:: Recorded information ::
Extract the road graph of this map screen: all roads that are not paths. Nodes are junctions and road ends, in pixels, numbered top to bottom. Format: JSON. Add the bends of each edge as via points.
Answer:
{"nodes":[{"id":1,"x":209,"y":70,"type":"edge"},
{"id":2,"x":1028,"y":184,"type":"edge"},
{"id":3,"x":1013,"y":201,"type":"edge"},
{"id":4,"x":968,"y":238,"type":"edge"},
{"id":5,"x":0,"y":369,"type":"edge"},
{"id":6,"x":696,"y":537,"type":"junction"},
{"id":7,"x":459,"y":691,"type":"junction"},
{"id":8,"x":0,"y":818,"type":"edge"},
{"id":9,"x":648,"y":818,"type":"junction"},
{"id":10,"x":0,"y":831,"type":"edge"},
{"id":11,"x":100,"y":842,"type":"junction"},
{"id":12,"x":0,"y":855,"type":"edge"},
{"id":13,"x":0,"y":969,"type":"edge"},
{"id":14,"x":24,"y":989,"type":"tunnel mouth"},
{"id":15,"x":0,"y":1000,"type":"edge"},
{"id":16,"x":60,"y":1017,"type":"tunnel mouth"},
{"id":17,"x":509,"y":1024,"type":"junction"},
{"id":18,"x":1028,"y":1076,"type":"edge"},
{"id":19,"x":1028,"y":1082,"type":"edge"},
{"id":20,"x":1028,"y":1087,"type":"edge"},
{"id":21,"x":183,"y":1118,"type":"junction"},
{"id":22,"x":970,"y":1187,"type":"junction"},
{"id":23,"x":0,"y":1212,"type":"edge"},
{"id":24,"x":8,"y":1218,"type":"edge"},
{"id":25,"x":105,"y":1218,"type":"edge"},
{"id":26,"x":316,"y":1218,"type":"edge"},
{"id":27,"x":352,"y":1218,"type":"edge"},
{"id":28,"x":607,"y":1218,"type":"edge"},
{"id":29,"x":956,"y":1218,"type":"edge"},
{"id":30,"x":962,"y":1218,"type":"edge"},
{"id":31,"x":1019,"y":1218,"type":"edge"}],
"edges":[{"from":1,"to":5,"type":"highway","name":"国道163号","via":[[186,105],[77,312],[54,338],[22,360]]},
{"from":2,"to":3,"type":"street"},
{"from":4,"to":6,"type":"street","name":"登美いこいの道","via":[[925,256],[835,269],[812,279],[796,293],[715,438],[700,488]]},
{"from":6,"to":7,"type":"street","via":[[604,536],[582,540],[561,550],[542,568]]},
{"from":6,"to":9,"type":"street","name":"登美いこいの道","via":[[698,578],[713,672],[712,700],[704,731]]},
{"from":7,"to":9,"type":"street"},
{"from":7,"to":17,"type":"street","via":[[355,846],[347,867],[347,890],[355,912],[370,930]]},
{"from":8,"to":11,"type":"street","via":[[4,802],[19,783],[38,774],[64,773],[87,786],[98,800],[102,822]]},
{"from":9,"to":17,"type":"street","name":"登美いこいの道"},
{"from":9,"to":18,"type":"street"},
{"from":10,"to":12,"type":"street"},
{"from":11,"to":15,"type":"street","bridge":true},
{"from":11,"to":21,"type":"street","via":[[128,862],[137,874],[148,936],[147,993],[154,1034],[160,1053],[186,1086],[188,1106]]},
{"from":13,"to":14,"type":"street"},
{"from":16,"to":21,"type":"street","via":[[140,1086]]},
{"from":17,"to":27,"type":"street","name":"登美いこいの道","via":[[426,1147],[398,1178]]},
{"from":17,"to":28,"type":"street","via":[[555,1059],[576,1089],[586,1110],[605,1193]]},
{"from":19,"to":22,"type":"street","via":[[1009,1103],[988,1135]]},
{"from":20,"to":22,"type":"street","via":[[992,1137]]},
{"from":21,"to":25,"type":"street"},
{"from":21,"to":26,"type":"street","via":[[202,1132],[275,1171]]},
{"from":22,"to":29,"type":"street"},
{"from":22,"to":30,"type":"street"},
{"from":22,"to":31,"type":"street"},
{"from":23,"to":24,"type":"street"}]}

:: What is needed ::
If a line above holds the word "mouth", copy it.

:: Exercise solution ::
{"id":14,"x":24,"y":989,"type":"tunnel mouth"},
{"id":16,"x":60,"y":1017,"type":"tunnel mouth"},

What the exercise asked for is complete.